Work to complete: Among the entries below, one line contains "middle tip: (1058, 1033)" and another contains "pinky tip: (1188, 914)". Transcribe those two lines and every line between them, exactly.

Items listed in a dataset
=====
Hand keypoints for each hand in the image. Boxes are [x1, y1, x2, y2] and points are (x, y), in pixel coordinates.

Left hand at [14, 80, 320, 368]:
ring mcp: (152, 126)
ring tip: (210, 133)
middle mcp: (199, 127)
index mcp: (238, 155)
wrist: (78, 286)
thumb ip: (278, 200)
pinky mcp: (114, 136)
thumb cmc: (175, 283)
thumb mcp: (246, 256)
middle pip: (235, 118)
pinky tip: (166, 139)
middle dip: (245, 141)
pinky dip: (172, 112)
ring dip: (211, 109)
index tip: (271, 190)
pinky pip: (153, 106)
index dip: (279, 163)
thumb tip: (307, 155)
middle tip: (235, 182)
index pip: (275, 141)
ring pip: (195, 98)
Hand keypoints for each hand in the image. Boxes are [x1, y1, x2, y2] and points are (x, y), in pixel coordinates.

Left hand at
=====
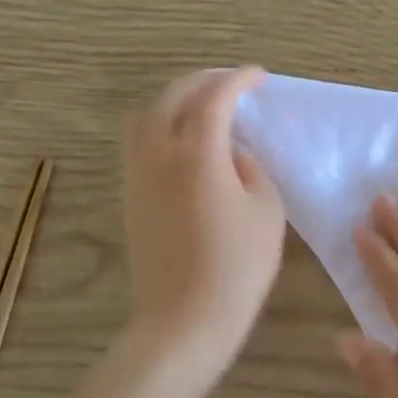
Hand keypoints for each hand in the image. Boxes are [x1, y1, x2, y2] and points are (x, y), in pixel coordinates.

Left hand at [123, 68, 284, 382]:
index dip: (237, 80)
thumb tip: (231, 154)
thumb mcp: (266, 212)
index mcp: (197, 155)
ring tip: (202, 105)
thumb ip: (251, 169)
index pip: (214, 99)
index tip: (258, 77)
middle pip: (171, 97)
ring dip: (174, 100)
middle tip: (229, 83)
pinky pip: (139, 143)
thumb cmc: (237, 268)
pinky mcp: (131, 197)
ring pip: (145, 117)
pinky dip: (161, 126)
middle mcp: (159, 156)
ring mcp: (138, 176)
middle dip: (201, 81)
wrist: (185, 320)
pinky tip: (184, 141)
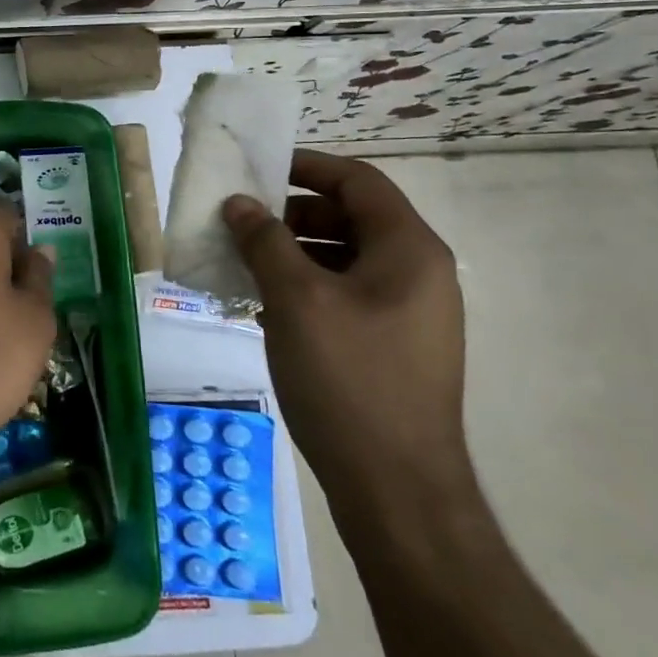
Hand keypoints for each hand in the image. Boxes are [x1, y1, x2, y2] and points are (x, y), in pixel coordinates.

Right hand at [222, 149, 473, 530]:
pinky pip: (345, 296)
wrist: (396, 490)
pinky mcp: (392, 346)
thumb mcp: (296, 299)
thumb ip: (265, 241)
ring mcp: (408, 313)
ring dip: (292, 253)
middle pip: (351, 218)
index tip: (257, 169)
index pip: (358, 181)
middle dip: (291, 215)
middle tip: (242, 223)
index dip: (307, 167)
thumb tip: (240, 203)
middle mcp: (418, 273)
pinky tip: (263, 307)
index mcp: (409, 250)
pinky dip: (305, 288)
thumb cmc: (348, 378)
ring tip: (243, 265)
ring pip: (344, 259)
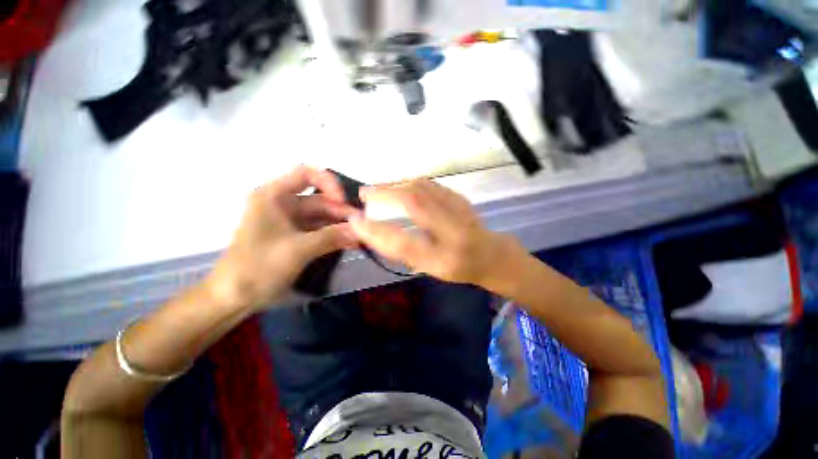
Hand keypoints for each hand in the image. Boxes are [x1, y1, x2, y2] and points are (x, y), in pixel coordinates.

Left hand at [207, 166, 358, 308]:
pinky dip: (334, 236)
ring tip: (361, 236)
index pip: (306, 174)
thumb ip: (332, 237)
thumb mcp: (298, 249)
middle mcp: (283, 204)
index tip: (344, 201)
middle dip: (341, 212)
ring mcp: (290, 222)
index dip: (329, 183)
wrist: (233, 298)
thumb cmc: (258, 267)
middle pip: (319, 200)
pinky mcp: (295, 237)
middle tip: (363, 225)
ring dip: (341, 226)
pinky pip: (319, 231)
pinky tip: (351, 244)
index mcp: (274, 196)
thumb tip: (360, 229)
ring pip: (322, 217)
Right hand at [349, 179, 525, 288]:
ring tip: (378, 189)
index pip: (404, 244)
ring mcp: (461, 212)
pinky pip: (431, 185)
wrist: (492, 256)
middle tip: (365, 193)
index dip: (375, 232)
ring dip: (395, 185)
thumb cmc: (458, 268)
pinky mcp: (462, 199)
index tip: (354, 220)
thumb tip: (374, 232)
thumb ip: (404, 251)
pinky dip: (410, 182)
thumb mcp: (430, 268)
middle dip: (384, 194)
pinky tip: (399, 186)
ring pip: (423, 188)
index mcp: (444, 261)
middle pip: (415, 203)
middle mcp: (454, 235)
=====
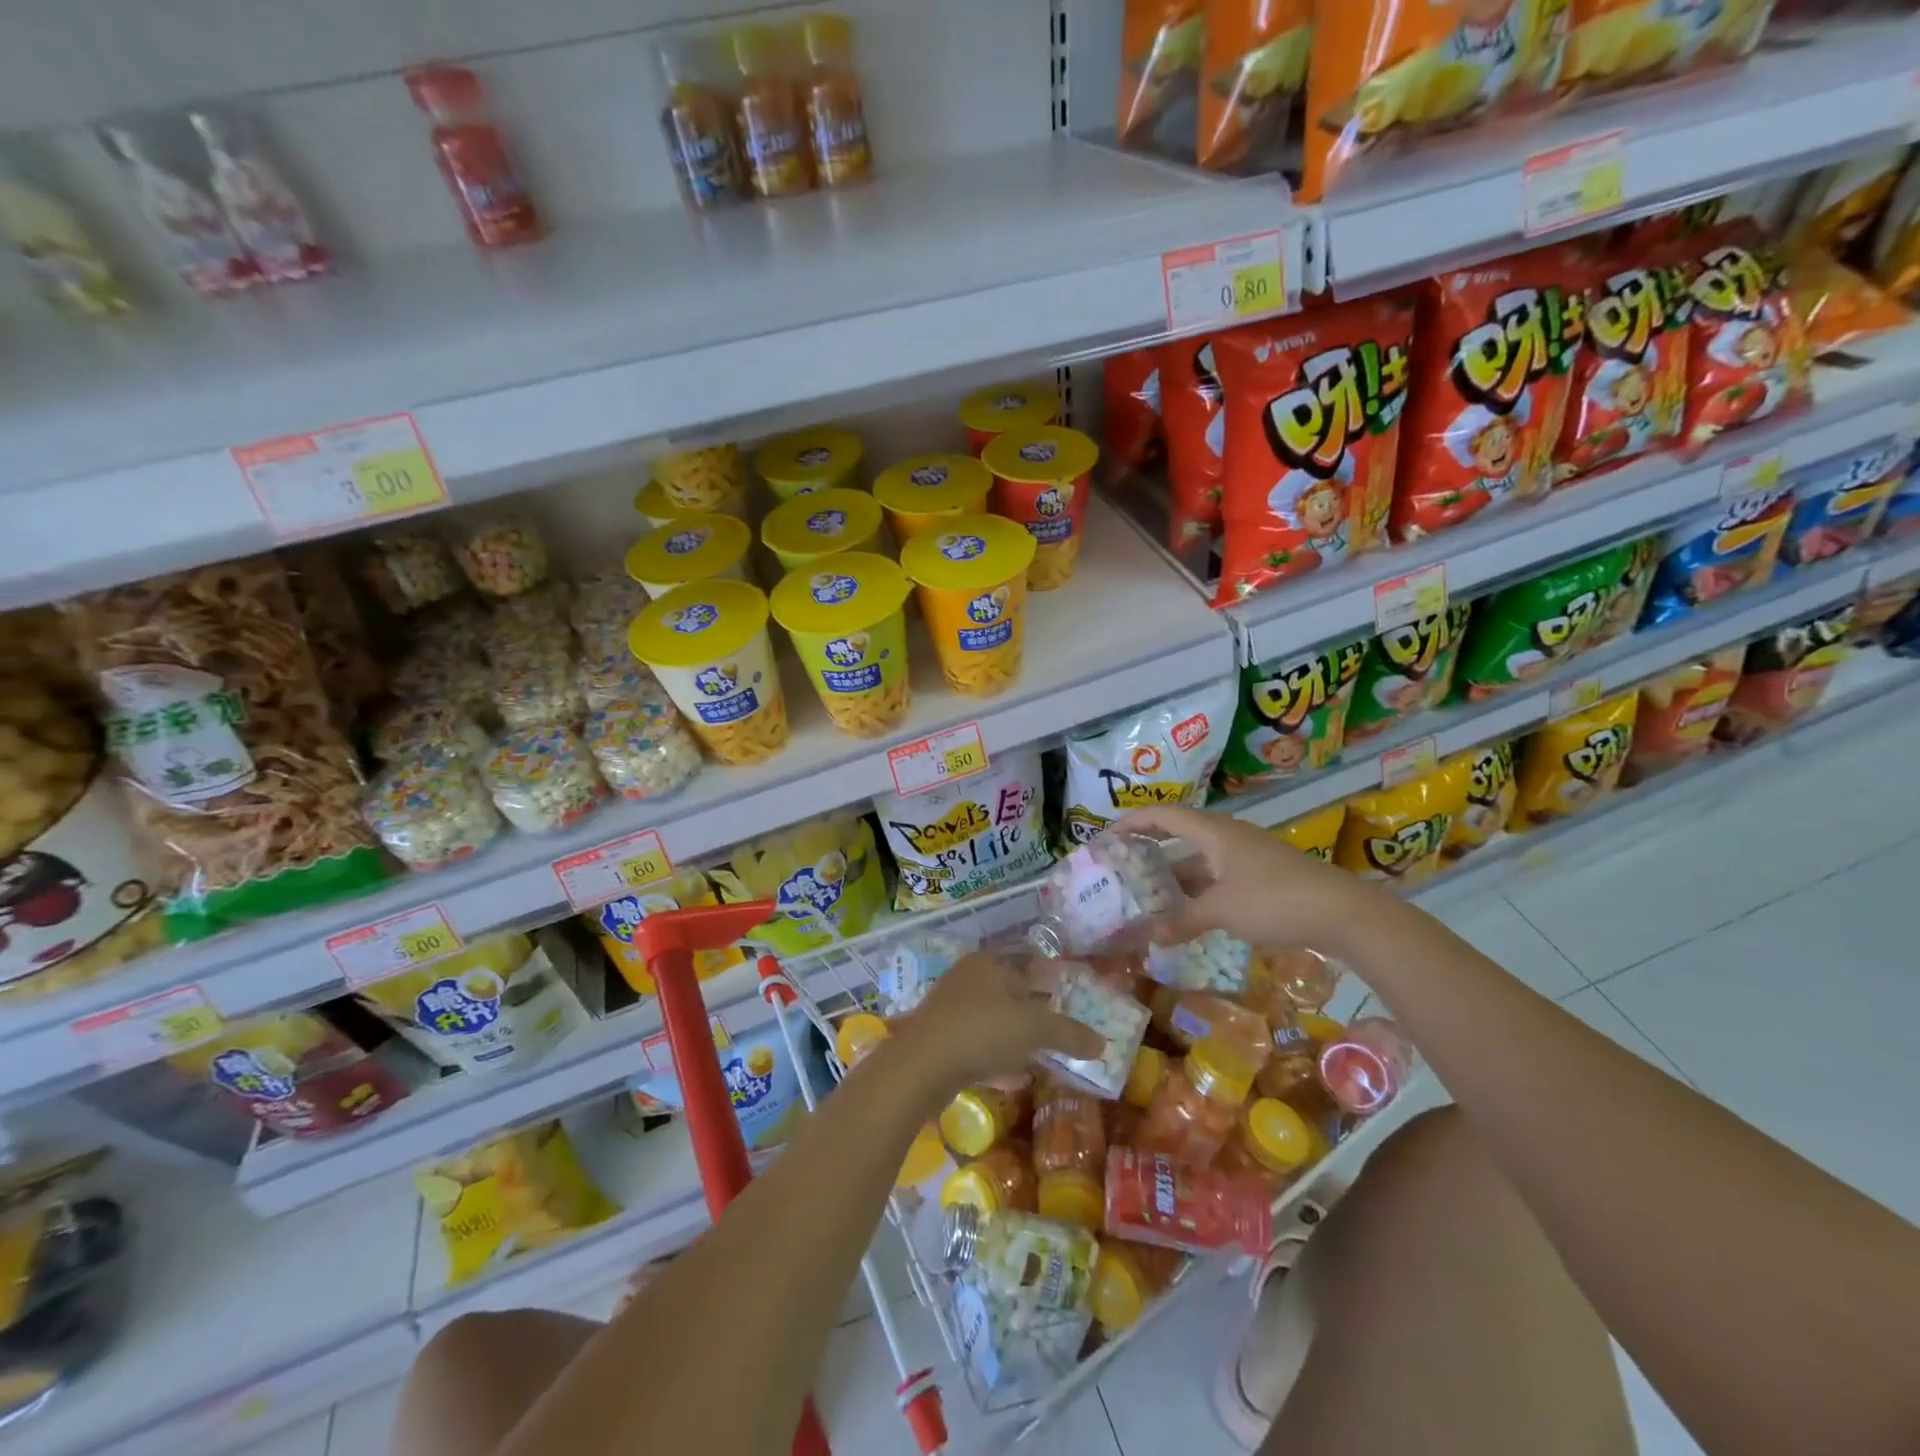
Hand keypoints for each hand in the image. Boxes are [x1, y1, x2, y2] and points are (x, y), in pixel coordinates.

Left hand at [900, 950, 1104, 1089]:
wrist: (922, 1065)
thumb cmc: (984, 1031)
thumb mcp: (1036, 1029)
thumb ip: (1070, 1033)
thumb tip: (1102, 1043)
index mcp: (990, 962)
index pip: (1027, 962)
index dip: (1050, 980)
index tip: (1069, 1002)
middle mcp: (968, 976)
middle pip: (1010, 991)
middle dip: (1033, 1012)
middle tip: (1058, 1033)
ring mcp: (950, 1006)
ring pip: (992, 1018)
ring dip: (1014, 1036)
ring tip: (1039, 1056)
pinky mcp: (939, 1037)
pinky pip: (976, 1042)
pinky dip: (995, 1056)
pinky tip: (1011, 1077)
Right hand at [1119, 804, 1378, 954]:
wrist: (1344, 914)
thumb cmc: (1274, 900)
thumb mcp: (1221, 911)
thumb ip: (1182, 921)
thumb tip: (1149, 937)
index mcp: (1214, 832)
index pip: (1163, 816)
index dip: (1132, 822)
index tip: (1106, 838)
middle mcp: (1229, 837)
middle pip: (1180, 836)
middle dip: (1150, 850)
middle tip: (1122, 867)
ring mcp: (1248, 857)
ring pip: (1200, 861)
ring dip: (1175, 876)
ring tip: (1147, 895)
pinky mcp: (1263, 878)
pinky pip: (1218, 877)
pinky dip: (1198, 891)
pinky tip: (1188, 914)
=====
Result for this exercise:
middle tip: (1058, 1033)
ring mcp: (950, 1006)
ring pip: (992, 1018)
ring dip: (1014, 1036)
ring tip: (1039, 1056)
pinky mcp: (939, 1037)
pinky pip: (976, 1042)
pinky dip: (995, 1056)
pinky tip: (1011, 1077)
Right hand at [1119, 804, 1378, 954]:
wrist: (1344, 914)
thumb cmc: (1274, 900)
thumb mcp: (1221, 911)
thumb ip: (1182, 921)
thumb tip: (1149, 937)
index mcp: (1214, 832)
index pip: (1163, 816)
index dip: (1132, 822)
index tip: (1106, 838)
middle mcp: (1229, 837)
middle pip: (1180, 836)
middle dip: (1150, 850)
middle tip: (1122, 867)
ring mcp: (1248, 857)
ring pip: (1200, 861)
ring dip: (1175, 876)
ring tip: (1147, 895)
pinky mcp: (1263, 878)
pinky pip: (1218, 877)
pinky dip: (1198, 891)
pinky tip: (1188, 914)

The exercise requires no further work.